> _What is needed_
Take every line from the entries below that includes the word "item" and copy it.

> _Input data_
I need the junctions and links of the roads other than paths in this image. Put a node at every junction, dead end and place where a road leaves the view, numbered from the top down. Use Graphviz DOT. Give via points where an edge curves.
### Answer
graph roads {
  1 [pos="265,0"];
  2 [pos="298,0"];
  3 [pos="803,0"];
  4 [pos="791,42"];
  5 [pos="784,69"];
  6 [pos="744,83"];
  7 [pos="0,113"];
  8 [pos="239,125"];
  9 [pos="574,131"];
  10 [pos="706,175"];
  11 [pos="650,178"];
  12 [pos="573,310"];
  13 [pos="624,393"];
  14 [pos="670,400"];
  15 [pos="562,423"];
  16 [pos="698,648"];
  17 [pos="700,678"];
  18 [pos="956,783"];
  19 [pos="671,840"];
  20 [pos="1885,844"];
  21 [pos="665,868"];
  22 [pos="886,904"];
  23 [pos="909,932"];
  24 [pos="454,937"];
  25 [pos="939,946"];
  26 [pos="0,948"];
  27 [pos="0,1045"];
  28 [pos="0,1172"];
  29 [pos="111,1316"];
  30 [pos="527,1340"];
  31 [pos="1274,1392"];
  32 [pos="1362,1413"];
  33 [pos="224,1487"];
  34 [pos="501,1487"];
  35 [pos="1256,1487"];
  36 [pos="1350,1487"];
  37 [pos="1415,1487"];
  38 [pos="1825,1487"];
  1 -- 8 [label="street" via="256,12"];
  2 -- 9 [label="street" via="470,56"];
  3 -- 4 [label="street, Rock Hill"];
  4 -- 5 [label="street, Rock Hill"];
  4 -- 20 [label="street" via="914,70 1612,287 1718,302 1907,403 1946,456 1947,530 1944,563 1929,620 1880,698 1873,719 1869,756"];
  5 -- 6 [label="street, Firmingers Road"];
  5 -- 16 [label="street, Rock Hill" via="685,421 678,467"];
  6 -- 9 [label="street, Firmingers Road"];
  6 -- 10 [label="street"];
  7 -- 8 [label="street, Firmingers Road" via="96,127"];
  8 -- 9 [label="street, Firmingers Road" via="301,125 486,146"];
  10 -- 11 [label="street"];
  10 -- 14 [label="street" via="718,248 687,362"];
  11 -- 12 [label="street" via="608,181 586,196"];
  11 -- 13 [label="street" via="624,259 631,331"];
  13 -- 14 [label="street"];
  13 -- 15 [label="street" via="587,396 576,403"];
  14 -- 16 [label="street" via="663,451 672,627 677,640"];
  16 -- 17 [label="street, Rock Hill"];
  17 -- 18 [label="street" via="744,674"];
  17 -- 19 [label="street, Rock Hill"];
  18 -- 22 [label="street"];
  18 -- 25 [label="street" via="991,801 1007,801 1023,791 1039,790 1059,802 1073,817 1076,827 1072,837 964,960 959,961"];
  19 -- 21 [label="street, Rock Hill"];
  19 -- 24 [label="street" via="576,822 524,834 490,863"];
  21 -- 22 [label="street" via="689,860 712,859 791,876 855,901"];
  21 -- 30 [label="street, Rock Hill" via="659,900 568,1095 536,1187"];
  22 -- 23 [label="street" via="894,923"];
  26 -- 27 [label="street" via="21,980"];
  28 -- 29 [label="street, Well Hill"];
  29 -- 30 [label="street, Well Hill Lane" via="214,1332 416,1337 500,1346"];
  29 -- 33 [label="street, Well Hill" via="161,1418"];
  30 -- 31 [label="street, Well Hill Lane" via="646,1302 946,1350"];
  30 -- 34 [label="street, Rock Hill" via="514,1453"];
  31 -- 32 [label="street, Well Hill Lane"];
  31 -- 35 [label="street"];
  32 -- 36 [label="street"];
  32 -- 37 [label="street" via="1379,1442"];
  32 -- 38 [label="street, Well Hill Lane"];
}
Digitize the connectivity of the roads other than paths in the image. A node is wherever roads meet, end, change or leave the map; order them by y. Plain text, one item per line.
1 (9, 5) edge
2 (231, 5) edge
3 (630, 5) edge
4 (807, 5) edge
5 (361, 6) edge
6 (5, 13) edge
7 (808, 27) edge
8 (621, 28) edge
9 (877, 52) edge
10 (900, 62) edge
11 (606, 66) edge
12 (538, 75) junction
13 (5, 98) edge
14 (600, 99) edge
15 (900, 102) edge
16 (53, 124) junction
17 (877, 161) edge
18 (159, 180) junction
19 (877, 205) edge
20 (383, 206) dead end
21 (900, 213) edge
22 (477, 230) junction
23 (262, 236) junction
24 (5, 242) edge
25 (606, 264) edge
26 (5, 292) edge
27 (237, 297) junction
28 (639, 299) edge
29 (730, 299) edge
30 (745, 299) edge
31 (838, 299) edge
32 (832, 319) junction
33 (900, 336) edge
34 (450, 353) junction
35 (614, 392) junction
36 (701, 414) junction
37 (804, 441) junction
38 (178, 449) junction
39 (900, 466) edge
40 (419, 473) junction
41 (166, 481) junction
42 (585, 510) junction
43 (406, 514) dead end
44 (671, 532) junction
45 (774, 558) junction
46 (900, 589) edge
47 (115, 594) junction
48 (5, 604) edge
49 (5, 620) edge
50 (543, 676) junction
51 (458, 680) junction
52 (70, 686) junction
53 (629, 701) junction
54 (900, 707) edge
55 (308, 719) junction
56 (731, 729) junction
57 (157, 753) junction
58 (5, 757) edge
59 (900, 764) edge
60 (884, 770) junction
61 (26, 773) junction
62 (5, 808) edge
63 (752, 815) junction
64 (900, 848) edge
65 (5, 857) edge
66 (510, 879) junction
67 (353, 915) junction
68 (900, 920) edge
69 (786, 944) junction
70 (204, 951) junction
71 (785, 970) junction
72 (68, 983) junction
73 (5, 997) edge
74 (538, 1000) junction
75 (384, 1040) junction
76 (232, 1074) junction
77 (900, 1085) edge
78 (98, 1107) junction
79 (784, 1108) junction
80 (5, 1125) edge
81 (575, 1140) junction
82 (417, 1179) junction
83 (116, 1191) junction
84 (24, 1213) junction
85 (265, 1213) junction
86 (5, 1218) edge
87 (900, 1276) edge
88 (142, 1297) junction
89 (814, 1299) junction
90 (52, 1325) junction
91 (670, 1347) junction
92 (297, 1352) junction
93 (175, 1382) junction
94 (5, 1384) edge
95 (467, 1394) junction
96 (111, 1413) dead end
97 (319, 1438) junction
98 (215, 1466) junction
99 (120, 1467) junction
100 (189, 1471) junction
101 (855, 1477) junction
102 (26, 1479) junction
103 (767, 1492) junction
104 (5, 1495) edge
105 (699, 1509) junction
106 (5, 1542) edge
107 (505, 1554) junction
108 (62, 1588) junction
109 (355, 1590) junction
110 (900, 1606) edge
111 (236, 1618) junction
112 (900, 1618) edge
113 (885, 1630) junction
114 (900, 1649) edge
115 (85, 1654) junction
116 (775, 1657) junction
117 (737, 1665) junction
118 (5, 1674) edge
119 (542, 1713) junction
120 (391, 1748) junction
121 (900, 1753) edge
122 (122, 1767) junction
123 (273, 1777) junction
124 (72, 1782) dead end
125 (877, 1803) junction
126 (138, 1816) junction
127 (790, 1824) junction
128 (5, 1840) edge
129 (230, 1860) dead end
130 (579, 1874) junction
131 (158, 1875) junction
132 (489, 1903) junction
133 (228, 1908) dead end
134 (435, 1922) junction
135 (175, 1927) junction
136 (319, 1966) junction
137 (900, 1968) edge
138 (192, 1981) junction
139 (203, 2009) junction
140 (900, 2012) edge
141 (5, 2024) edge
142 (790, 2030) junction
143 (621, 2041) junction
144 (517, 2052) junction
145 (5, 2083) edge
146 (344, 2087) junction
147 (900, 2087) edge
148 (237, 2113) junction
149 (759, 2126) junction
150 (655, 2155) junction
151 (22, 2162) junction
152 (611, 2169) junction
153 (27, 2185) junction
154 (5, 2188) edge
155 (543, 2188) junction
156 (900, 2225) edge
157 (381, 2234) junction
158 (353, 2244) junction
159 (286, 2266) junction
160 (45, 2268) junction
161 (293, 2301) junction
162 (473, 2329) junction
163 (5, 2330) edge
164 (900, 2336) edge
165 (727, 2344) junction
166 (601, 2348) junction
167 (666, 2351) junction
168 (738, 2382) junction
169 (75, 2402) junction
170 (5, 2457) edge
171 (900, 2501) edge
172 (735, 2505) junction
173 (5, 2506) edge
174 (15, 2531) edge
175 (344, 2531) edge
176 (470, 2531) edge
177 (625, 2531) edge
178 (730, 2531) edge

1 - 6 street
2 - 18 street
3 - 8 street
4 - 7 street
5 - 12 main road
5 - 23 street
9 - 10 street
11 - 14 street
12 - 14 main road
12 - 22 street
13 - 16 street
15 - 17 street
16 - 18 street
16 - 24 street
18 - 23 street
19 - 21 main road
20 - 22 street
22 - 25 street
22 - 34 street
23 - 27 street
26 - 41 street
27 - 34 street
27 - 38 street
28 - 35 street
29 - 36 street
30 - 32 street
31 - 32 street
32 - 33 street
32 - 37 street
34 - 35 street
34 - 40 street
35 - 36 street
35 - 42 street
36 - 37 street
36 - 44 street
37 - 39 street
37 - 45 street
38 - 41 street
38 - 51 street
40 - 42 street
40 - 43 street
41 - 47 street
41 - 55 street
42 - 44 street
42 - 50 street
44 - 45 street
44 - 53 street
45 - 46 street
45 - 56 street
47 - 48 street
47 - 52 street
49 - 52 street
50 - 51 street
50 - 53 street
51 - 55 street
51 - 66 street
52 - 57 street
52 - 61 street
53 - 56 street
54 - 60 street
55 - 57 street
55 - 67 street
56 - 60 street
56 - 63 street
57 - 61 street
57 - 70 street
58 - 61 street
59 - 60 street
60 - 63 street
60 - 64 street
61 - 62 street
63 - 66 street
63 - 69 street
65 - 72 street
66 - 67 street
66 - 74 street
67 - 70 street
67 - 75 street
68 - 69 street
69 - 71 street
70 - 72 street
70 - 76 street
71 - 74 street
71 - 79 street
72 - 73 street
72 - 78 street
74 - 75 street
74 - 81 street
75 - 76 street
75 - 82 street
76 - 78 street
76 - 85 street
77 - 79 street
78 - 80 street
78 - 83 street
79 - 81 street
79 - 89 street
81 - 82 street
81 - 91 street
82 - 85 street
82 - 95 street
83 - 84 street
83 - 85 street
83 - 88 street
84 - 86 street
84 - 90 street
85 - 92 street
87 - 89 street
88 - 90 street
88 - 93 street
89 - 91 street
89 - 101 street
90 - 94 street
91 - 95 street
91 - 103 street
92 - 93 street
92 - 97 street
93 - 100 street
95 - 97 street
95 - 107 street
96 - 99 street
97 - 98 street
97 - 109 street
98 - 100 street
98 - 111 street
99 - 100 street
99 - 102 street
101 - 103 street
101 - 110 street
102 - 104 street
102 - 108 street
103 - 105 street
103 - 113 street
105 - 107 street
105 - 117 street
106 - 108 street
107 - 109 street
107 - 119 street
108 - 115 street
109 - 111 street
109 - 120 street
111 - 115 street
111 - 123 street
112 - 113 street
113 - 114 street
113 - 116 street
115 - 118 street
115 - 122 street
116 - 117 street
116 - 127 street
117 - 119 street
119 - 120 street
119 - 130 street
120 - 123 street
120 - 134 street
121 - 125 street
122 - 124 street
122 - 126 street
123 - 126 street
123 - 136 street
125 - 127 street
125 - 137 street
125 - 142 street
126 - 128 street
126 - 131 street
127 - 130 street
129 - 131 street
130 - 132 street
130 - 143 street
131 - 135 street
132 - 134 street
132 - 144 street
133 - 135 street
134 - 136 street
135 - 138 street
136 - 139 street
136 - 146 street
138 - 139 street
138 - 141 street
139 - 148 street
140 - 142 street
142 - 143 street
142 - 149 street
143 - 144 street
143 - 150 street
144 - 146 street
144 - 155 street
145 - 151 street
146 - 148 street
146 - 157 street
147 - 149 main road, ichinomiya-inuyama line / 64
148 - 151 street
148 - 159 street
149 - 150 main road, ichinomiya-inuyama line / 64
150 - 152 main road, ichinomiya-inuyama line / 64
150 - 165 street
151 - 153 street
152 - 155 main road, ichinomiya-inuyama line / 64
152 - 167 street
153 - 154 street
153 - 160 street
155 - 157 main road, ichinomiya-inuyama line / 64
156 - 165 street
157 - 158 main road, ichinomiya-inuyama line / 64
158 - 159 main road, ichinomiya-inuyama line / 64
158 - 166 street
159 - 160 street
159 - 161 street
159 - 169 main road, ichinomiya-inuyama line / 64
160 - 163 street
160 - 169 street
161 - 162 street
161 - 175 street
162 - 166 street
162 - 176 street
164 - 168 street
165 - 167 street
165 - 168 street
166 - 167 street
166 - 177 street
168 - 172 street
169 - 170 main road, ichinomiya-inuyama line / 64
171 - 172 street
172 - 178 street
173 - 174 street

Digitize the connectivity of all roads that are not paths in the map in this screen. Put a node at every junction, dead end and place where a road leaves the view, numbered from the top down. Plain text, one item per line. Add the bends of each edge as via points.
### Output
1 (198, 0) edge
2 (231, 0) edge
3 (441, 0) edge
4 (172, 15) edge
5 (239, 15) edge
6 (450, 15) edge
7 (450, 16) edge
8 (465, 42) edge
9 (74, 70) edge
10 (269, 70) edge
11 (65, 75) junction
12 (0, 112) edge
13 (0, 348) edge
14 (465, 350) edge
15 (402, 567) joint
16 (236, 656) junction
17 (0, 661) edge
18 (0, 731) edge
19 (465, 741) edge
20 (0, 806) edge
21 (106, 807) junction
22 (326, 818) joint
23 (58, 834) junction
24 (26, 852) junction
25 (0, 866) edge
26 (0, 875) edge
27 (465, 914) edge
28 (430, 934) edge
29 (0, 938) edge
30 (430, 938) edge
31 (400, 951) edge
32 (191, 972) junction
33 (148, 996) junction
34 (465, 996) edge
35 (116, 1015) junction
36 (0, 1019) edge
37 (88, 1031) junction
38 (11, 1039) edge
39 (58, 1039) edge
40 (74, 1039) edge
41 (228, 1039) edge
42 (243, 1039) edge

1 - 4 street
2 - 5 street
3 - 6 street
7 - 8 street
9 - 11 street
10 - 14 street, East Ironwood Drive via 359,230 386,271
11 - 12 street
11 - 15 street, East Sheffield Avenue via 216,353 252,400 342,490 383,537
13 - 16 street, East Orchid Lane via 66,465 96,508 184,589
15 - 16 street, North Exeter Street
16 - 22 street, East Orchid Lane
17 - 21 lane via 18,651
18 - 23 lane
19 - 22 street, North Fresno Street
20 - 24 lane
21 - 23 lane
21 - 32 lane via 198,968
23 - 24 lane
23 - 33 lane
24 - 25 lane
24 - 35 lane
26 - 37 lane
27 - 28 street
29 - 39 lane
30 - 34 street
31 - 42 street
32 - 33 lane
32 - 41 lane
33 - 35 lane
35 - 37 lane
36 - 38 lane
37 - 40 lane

> _Exercise response_
Digitize the connectivity of the roads other than paths in the image. A node is wherever roads meet, end, change or leave the map; order them by y. Plain text, one item per line.
Digitize the connectivity of all roads that are not paths in the map in this screen. Put a node at every junction, dead end and place where a road leaves the view, numbered from the top down. Plain text, one item per line. Add the bends of each edge as via points.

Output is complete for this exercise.